Regarding these strips- at all 14,000 retail jobs I held throughout my teens and teen bonus years (21st-century 20’s) someone asked me to “check in the back” for products that were not available. Street dated, sold out, plainly not present when using the store’s inventory system that could be viewed from many screens, it didn’t matter- someone would inevitably ask me to go physically check for something that– there or not– I absolutely must attempt to go lay eyes on.
I should have stolen the shit out of one of those Wind Wakers, though. We for real had that like five whole painful days during which I may have had some rabies-like symptoms developing because I hold them but not have them. Cruelty on the part of corporations at its finest.
The second and third strips are in fact in the order they were published, though clearly reversal would make much more narrative sense. I had actually forgotten how we knew Dave. There used to be a video on YouTube of Harvest absolutely destroying Dave in a friendly fight they put on in a garage. The fight was planned and it was because Dave’s girlfriend was mean to him and he wanted to relieve some stress.
What’s mostly important is that I could be seen- in TS Toys shirt, ponytail and all- effectively cosplaying Flatliner Jason. Sadly the YouTube video is gone. Or at least it’s pretty far down the search even when I use the secret phrase we had to use to find it all those years ago. What a shame. (Not really.)
Amazing that Flatliner continued at all three weeks after this strip.I actually like this strip, go figure.I think the ladder is based on a true story. I know for sure that the fire is.
I mean this with the utmost sensitivity and thought, what the hell was happening to our brains when we were in our late teens? I mean, it’s probably better not to know, but these comics can’t help but make me ask.

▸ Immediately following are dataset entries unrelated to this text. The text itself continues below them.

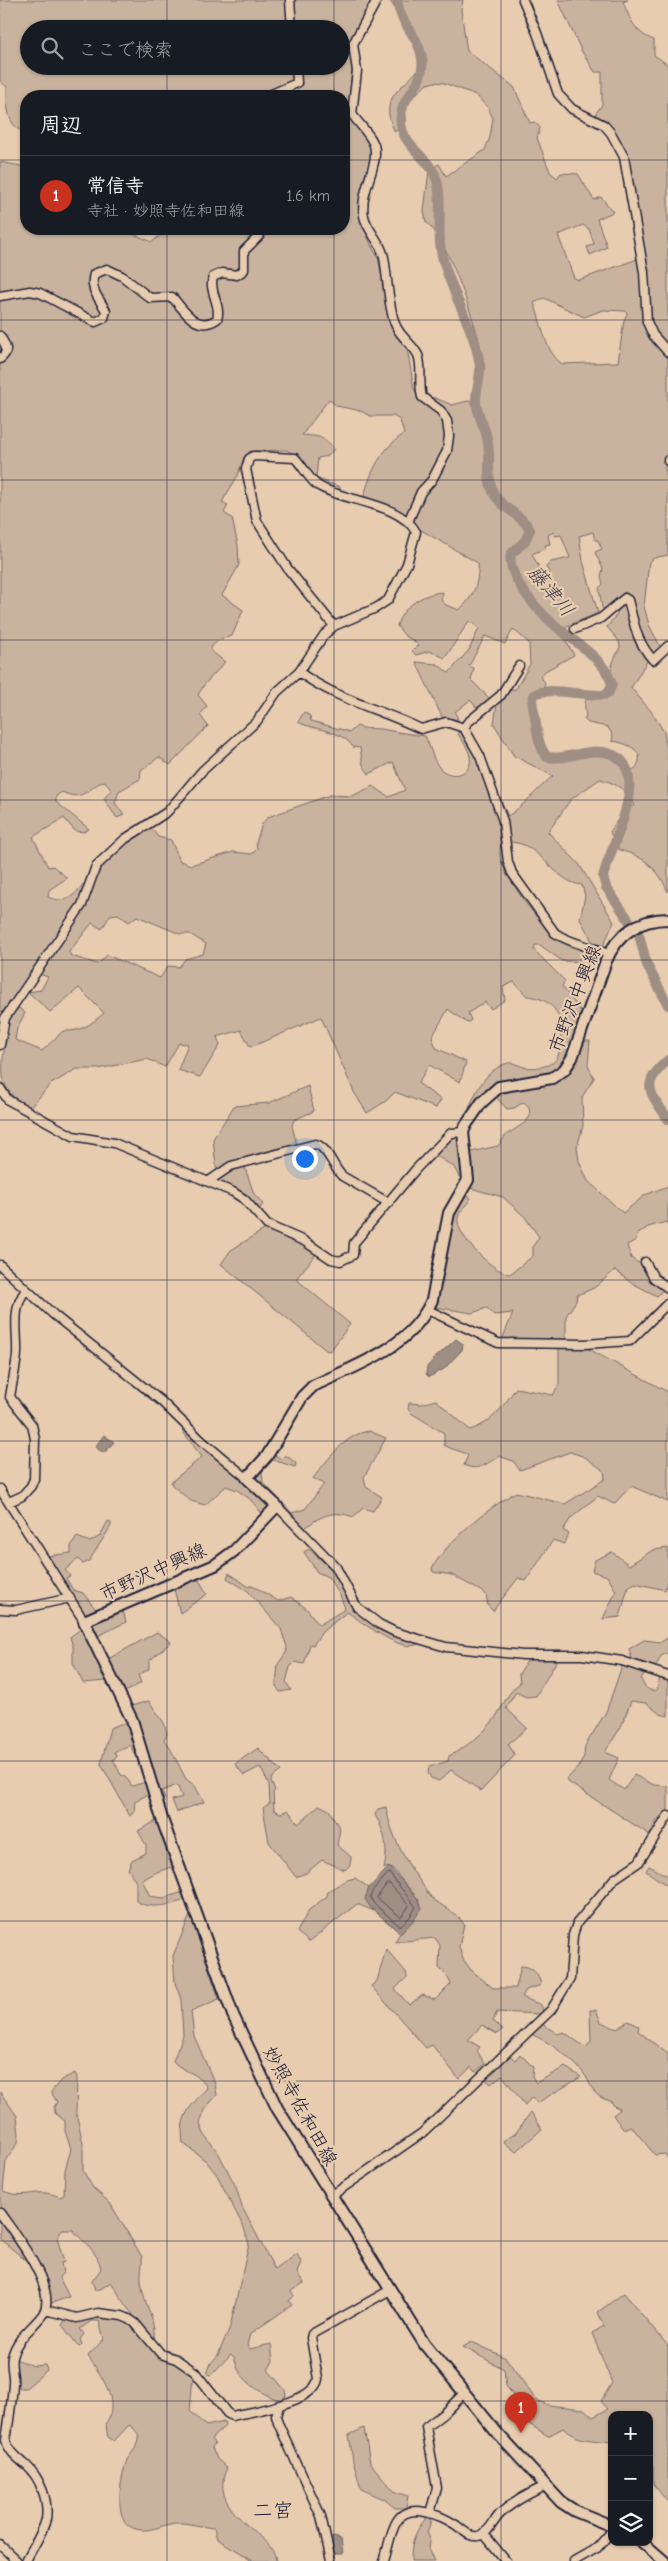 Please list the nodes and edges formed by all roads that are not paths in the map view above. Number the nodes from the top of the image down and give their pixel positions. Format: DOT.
graph roads {
  1 [pos="290,0"];
  2 [pos="377,0"];
  3 [pos="523,0"];
  4 [pos="291,20"];
  5 [pos="297,75"];
  6 [pos="281,90"];
  7 [pos="259,235"];
  8 [pos="0,296"];
  9 [pos="0,336"];
  10 [pos="668,352"];
  11 [pos="0,359"];
  12 [pos="408,522"];
  13 [pos="334,626"];
  14 [pos="575,628"];
  15 [pos="668,646"];
  16 [pos="519,666"];
  17 [pos="299,672"];
  18 [pos="464,728"];
  19 [pos="668,919"];
  20 [pos="608,954"];
  21 [pos="0,1045"];
  22 [pos="0,1088"];
  23 [pos="463,1132"];
  24 [pos="209,1181"];
  25 [pos="389,1203"];
  26 [pos="645,1262"];
  27 [pos="0,1265"];
  28 [pos="668,1288"];
  29 [pos="26,1290"];
  30 [pos="668,1303"];
  31 [pos="428,1310"];
  32 [pos="247,1478"];
  33 [pos="0,1489"];
  34 [pos="10,1502"];
  35 [pos="277,1506"];
  36 [pos="70,1598"];
  37 [pos="0,1609"];
  38 [pos="84,1621"];
  39 [pos="668,1676"];
  40 [pos="668,1816"];
  41 [pos="331,2196"];
  42 [pos="0,2213"];
  43 [pos="390,2290"];
  44 [pos="45,2310"];
  45 [pos="465,2392"];
  46 [pos="279,2406"];
  47 [pos="545,2486"];
  48 [pos="430,2513"];
  49 [pos="608,2524"];
  50 [pos="484,2534"];
  51 [pos="608,2536"];
  52 [pos="0,2545"];
  53 [pos="647,2546"];
  54 [pos="17,2561"];
  55 [pos="26,2561"];
  56 [pos="331,2561"];
  57 [pos="384,2561"];
  58 [pos="506,2561"];
  59 [pos="574,2561"];
  60 [pos="664,2561"];
  1 -- 4 [label="street"];
  2 -- 12 [label="street"];
  3 -- 10 [label="street"];
  5 -- 6 [label="street"];
  7 -- 8 [label="street"];
  9 -- 11 [label="street"];
  12 -- 13 [label="street"];
  12 -- 13 [label="street"];
  13 -- 17 [label="street"];
  14 -- 15 [label="street"];
  16 -- 18 [label="street"];
  17 -- 18 [label="street"];
  17 -- 21 [label="street"];
  18 -- 20 [label="street"];
  19 -- 20 [label="main road, 市野沢中興線"];
  20 -- 23 [label="main road, 市野沢中興線"];
  22 -- 24 [label="street"];
  23 -- 25 [label="street"];
  23 -- 31 [label="main road"];
  24 -- 25 [label="street"];
  24 -- 25 [label="street"];
  26 -- 28 [label="street"];
  27 -- 29 [label="street"];
  29 -- 32 [label="street"];
  29 -- 34 [label="street"];
  30 -- 31 [label="street"];
  31 -- 32 [label="main road"];
  32 -- 35 [label="main road"];
  33 -- 34 [label="street"];
  34 -- 36 [label="street"];
  35 -- 38 [label="main road, 市野沢中興線"];
  35 -- 39 [label="street"];
  36 -- 37 [label="street"];
  36 -- 38 [label="street"];
  38 -- 41 [label="main road, 妙照寺佐和田線"];
  40 -- 41 [label="street"];
  41 -- 43 [label="main road, 妙照寺佐和田線"];
  42 -- 44 [label="street"];
  43 -- 45 [label="main road, 妙照寺佐和田線"];
  43 -- 46 [label="street"];
  44 -- 46 [label="street"];
  44 -- 55 [label="street"];
  45 -- 47 [label="main road, 妙照寺佐和田線"];
  45 -- 48 [label="street"];
  46 -- 56 [label="street"];
  47 -- 49 [label="main road, 妙照寺佐和田線"];
  47 -- 50 [label="street"];
  48 -- 50 [label="street"];
  48 -- 57 [label="street"];
  50 -- 58 [label="street"];
  51 -- 59 [label="street"];
  52 -- 54 [label="street"];
  53 -- 60 [label="main road"];
}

I spent 15 minutes this morning worrying that I had posted some of these strips out of order. I looked at the posts that were up, the posts that were in draft, what events where referenced where in the blog. It was going to take forever to sort out.
Then it hit me- no one cares, and that is beautiful.
Dana being slapped is still pretty funny.This works now because despite being a minority currently, the Senate is still in fact controlled by the Republicans. Barf.Ah, good ol’ prejudices.
Ian’s humor is a brand, and it’s one that has gone on untarnished through the ages. I nearly cried laughing a few weeks ago when I suggested finding a certain low grade celebrity on cameo, and his concern was whether or not we could pay them to eat a handful of sand on camera. It wasn’t even Hayden Christensen, which if I were tying it back to this comic, would be the perfect choice for that.
Taco Tom was a staunch believer in the idea that all bosses, managers, and supervisors operated under the “If I didn’t see it, it didn’t happen” model of management. In many ways, he was correct. He was the lynchpin of the mall employee shadow economy, where minimum wage employees struck back at corporate America in the form of stealing. It was beautiful.
The reality TV boom of the whenever-MTV’s the Real Word started-to-the-heat-death-of-the-universe era that was on the rise then was bad for television, and of course it still is. We just live with it now. Did I know what a Kardashian was at the time? Probably. I just didn’t know what the word for one was.
Ian’s humor has never changed, and it does not ever need to.Taco Tom was a purveyor of free tacos to many. He is a hero for the ages, and all he got for it was savaged in a webcomic.The current state of reality TV will always hold up, and be funny, forever.